Scaler - complexity, structure & cost

Would not a "real smart" scaler give quite nice result in games? If they only blow it up to fit, would it not always be better to look at media in its original form?
I know dvd on a 4k screen would look like ****, but with a real good scaler I thought it would look "quite" nice, or am wrong about what a good scaler really can do?

If scalers could do miracles we could output only one white pixel and scaler would do the rest.

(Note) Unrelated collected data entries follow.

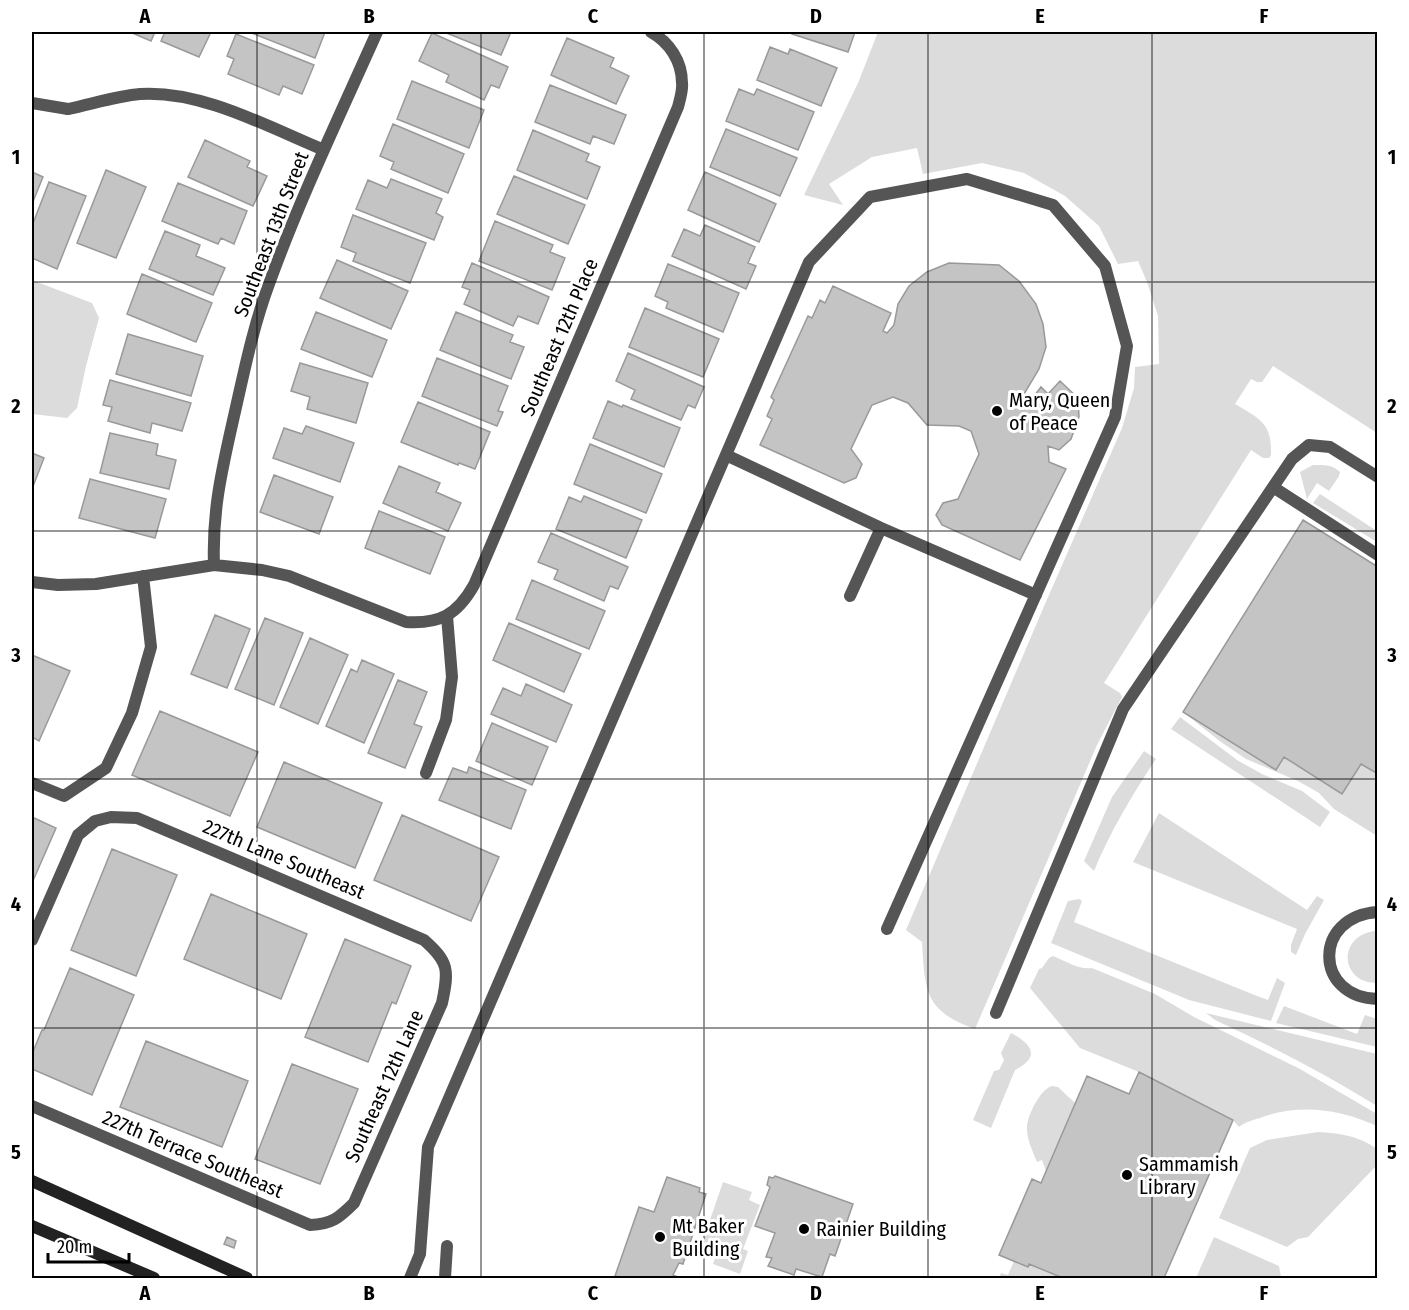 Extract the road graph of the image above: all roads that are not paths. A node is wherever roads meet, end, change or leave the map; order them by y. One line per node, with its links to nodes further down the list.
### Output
1 (377, 32): 4 (street, Southeast 13th Street)
2 (651, 32): 15 (street, Southeast 12th Place)
3 (32, 103): 4 (street)
4 (324, 150): 10 (street, Southeast 13th Street)
5 (726, 455): 8 (street); 13 (street); 31 (street)
6 (1377, 477): 7 (street)
7 (1273, 487): 9 (street); 23 (street)
8 (881, 528): 13 (street); 14 (street)
9 (1377, 555)
10 (214, 565): 11 (street); 15 (street)
11 (143, 576): 12 (street); 17 (street)
12 (32, 582)
13 (1036, 595): 19 (street)
14 (850, 596)
15 (447, 616): 16 (street)
16 (426, 773)
17 (32, 783)
18 (1377, 912): 22 (street)
19 (887, 928)
20 (32, 940): 21 (street, 227th Lane Southeast)
21 (446, 964): 26 (street, Southeast 12th Lane)
22 (1377, 999)
23 (996, 1013)
24 (32, 1106): 26 (street, 227th Terrace Southeast)
25 (32, 1181): 30 (main road)
26 (341, 1217)
27 (32, 1226): 29 (main road)
28 (447, 1246): 32 (street)
29 (154, 1278)
30 (247, 1278)
31 (410, 1278)
32 (446, 1278) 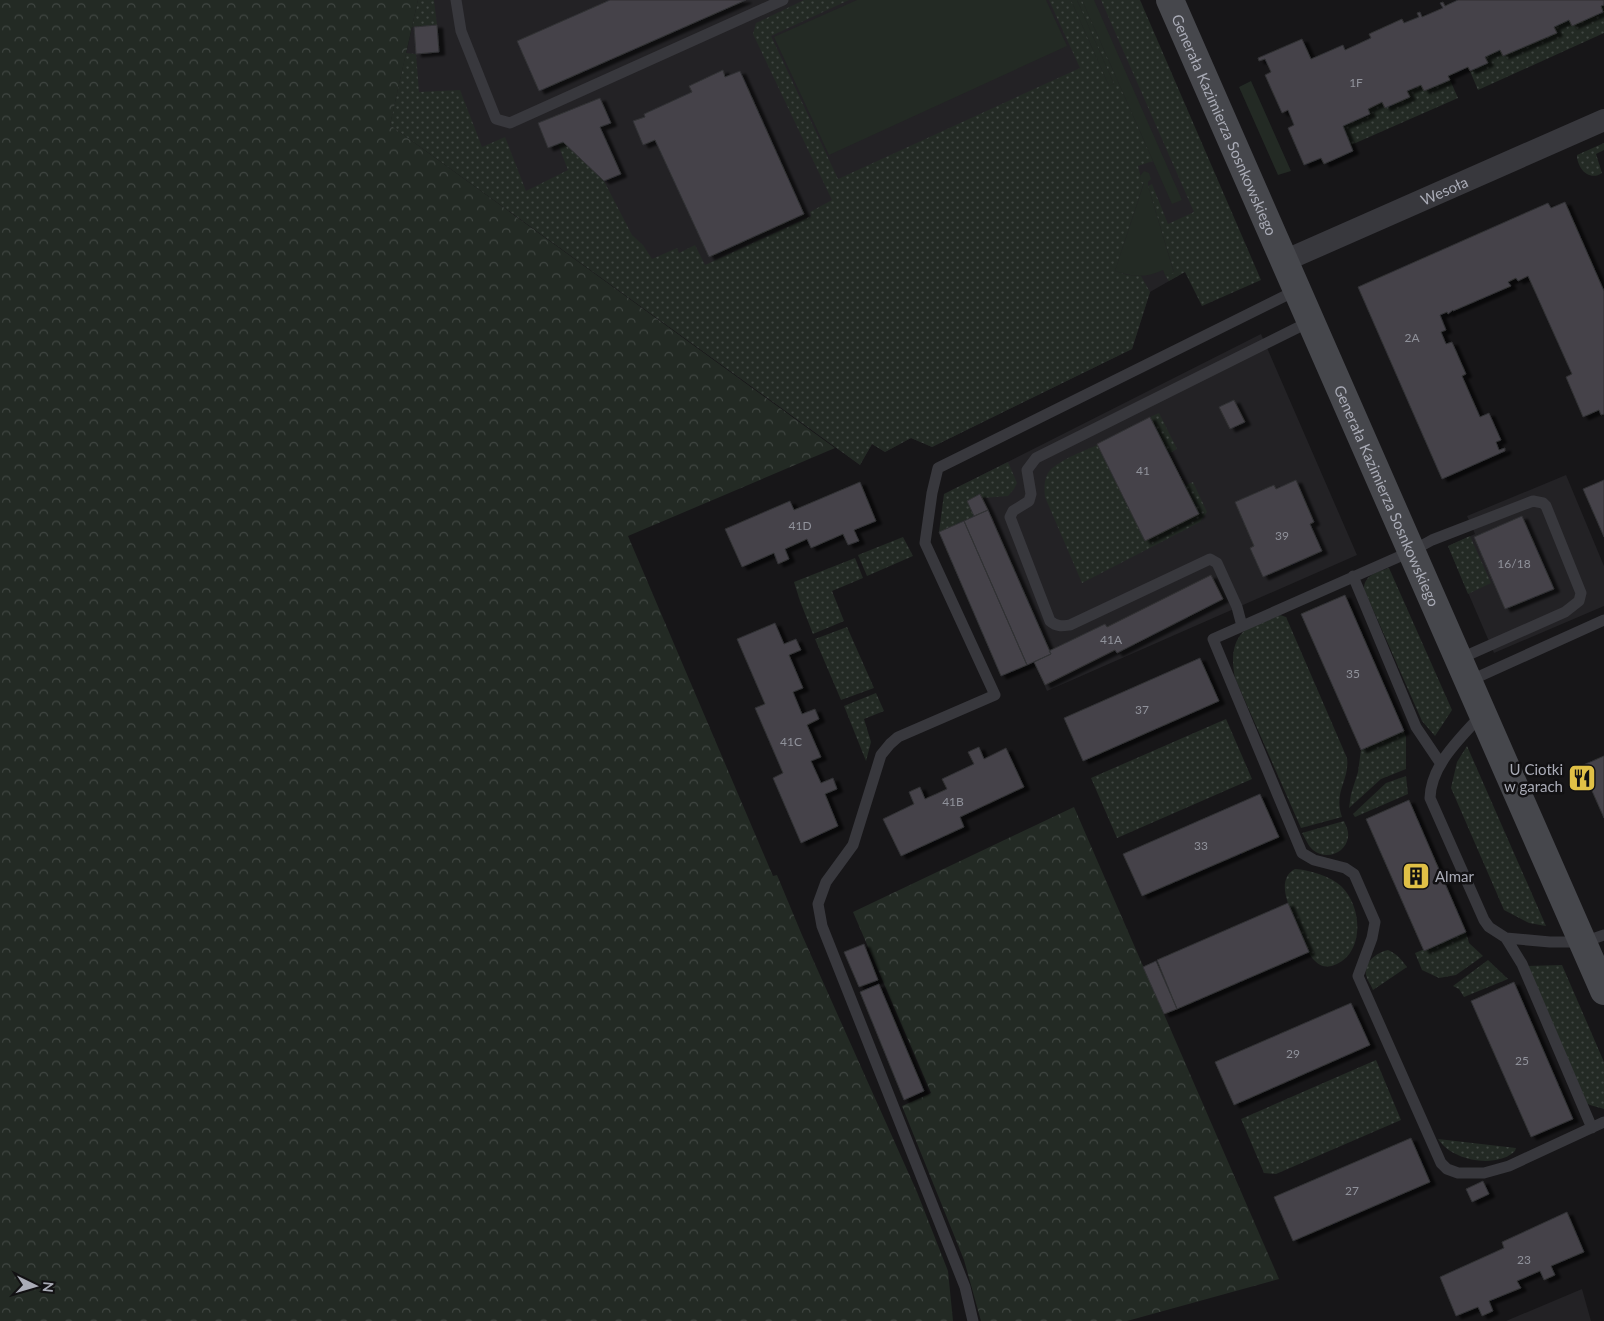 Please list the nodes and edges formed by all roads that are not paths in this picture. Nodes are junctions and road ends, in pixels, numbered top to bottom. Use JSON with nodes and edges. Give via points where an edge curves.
{"nodes":[{"id":1,"x":456,"y":0,"type":"edge"},
{"id":2,"x":783,"y":0,"type":"edge"},
{"id":3,"x":1170,"y":0,"type":"edge"},
{"id":4,"x":1604,"y":120,"type":"edge"},
{"id":5,"x":1284,"y":261,"type":"junction"},
{"id":6,"x":1297,"y":290,"type":"junction"},
{"id":7,"x":1311,"y":321,"type":"junction"},
{"id":8,"x":1412,"y":551,"type":"junction"},
{"id":9,"x":1353,"y":576,"type":"junction"},
{"id":10,"x":1604,"y":620,"type":"edge"},
{"id":11,"x":1242,"y":626,"type":"junction"},
{"id":12,"x":1464,"y":670,"type":"junction"},
{"id":13,"x":1483,"y":713,"type":"junction"},
{"id":14,"x":1441,"y":764,"type":"junction"},
{"id":15,"x":1506,"y":938,"type":"junction"},
{"id":16,"x":1594,"y":939,"type":"edge"},
{"id":17,"x":1604,"y":991,"type":"edge"},
{"id":18,"x":1604,"y":1122,"type":"edge"},
{"id":19,"x":1592,"y":1128,"type":"junction"},
{"id":20,"x":973,"y":1321,"type":"edge"}],
"edges":[{"from":1,"to":2,"type":"lane","via":[[461,31],[490,106],[496,119],[510,123]]},
{"from":3,"to":5,"type":"street","name":"Generała Kazimierza Sosnkowskiego"},
{"from":4,"to":5,"type":"street","name":"Wesoła"},
{"from":5,"to":6,"type":"street","name":"Generała Kazimierza Sosnkowskiego"},
{"from":6,"to":7,"type":"street","name":"Generała Kazimierza Sosnkowskiego"},
{"from":6,"to":20,"type":"lane","via":[[938,468],[925,543],[995,695],[898,738],[886,749],[853,845],[826,882],[818,904],[822,926],[965,1287]]},
{"from":7,"to":8,"type":"street","name":"Generała Kazimierza Sosnkowskiego"},
{"from":7,"to":11,"type":"lane","via":[[1036,458],[1027,470],[1029,501],[1013,511],[1010,517],[1054,625],[1070,625],[1210,559],[1217,563]]},
{"from":8,"to":9,"type":"lane"},
{"from":8,"to":12,"type":"street","name":"Generała Kazimierza Sosnkowskiego"},
{"from":8,"to":12,"type":"lane","via":[[1533,500],[1546,506],[1581,593],[1579,601],[1566,612]]},
{"from":9,"to":11,"type":"lane"},
{"from":9,"to":14,"type":"lane","via":[[1416,727]]},
{"from":10,"to":12,"type":"lane"},
{"from":11,"to":19,"type":"lane","via":[[1213,639],[1302,854],[1354,874],[1375,922],[1358,976],[1441,1163],[1446,1169],[1458,1173],[1484,1173],[1509,1166]]},
{"from":12,"to":13,"type":"street","name":"Generała Kazimierza Sosnkowskiego"},
{"from":13,"to":14,"type":"lane"},
{"from":13,"to":16,"type":"street","name":"Generała Kazimierza Sosnkowskiego"},
{"from":14,"to":15,"type":"lane","via":[[1433,778],[1430,798],[1484,920]]},
{"from":15,"to":16,"type":"lane","via":[[1550,942]]},
{"from":15,"to":19,"type":"lane","via":[[1522,964]]},
{"from":16,"to":17,"type":"street","name":"Generała Kazimierza Sosnkowskiego"},
{"from":18,"to":19,"type":"lane"}]}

Unfortunately you cannot correctly create pixels that don't exist. You can interpolate, but it in facts just blurs image.

Zvekan
 
Then why should one want to scale 720p to 1080p? If the source is in 720p, 720p resolution would result in better image quality, yes?
 
If scalers could do miracles we could output only one white pixel and scaler would do the rest.

Unfortunately you cannot correctly create pixels that don't exist. You can interpolate, but it in facts just blurs image.
There are ways to scale an image and actually use information within the low-resolution content to guide interpolation operators such that details are maintained. That's what I'd assume he was talking about when referring to "smart scalers." It won't make new details, but the idea is not to destroy existing ones which is what makes things look a lot worse, and trying to post-process a fix only makes it more apparent.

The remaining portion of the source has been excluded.